Training Large Language Models for Reasoning through Reverse Curriculum Reinforcement Learning

Paper · arXiv 2402.05808 · Published February 8, 2024

The core challenge in applying RL to complex reasoning is to identify a sequence of actions that result in positive rewards and provide appropriate supervision for optimization. Outcome supervision provides sparse rewards for final results without identifying error locations, whereas process supervision offers step-wise rewards but requires extensive manual annotation. R3 overcomes these limitations by learning from correct demonstrations. Specifically, R3 progressively slides the start state of reasoning from a demonstration’s end to its beginning, facilitating easier model exploration at all stages.
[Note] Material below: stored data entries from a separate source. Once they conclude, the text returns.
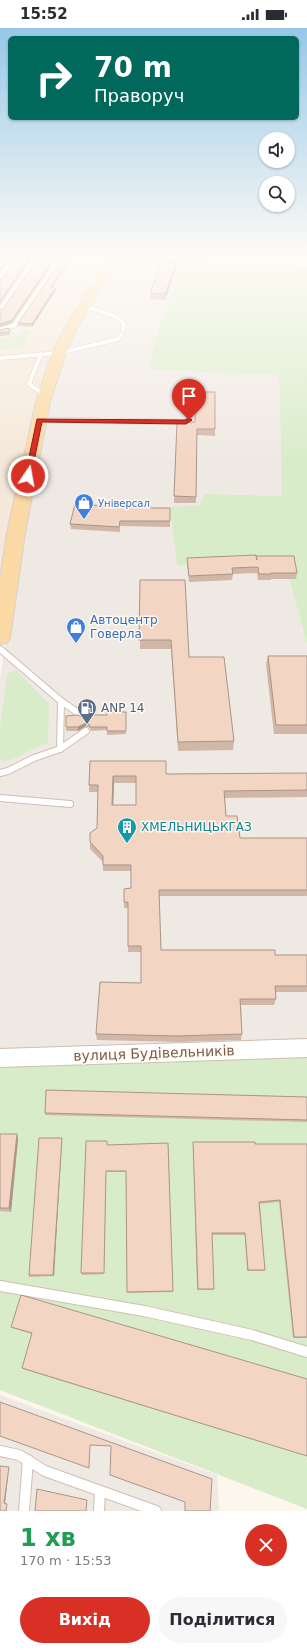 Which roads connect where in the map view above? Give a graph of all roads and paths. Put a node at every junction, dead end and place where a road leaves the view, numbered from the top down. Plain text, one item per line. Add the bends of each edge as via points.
1 (15, 324) edge
2 (73, 324) edge
3 (124, 324) edge
4 (0, 329) edge
5 (59, 353) junction
6 (41, 354) junction
7 (0, 358) edge
8 (46, 392) junction
9 (190, 398) dead end
10 (40, 420) junction
11 (0, 638) edge
12 (0, 649) edge
13 (61, 701) junction
14 (87, 719) edge
15 (86, 731) dead end
16 (60, 749) junction
17 (0, 773) edge
18 (0, 798) edge
19 (70, 804) dead end
20 (307, 1048) edge
21 (0, 1058) edge
22 (0, 1286) edge
23 (307, 1352) edge
24 (0, 1451) edge
25 (28, 1460) junction
26 (100, 1491) junction
27 (24, 1511) edge
28 (99, 1511) edge
29 (156, 1511) edge

1 - 4 lane via 10,328
2 - 5 main road
3 - 5 lane via 123,332 118,339
5 - 6 lane
5 - 8 main road
6 - 7 lane
6 - 8 lane via 30,384 38,391
8 - 10 main road
9 - 10 lane via 189,420 186,422
10 - 11 main road via 16,533
12 - 13 lane
13 - 14 lane
13 - 16 lane
15 - 16 lane
16 - 17 lane
18 - 19 lane
20 - 21 street, вулиця Будівельників
22 - 23 lane via 144,1311 252,1335
24 - 25 lane via 20,1455
25 - 26 lane via 45,1471
25 - 27 lane
26 - 28 lane
26 - 29 lane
Training a language model specialized in reasoning is proved to be superior to prompting-based approaches (Uesato et al., 2022; Yu et al., 2023b). However, Supervised Fine-tuning (SFT) focuses on imitating human demonstrations, requiring large-scale, diverse annotations to achieve generalization (Lightman et al., 2023; Yuan et al., 2023; Shen et al., 2021). Reinforcement learning (RL) offers a viable alternative to improve reasoning via exploration and learning (Bai et al., 2022; Ouyang et al., 2022; Zheng et al., 2023; Luo et al., 2023).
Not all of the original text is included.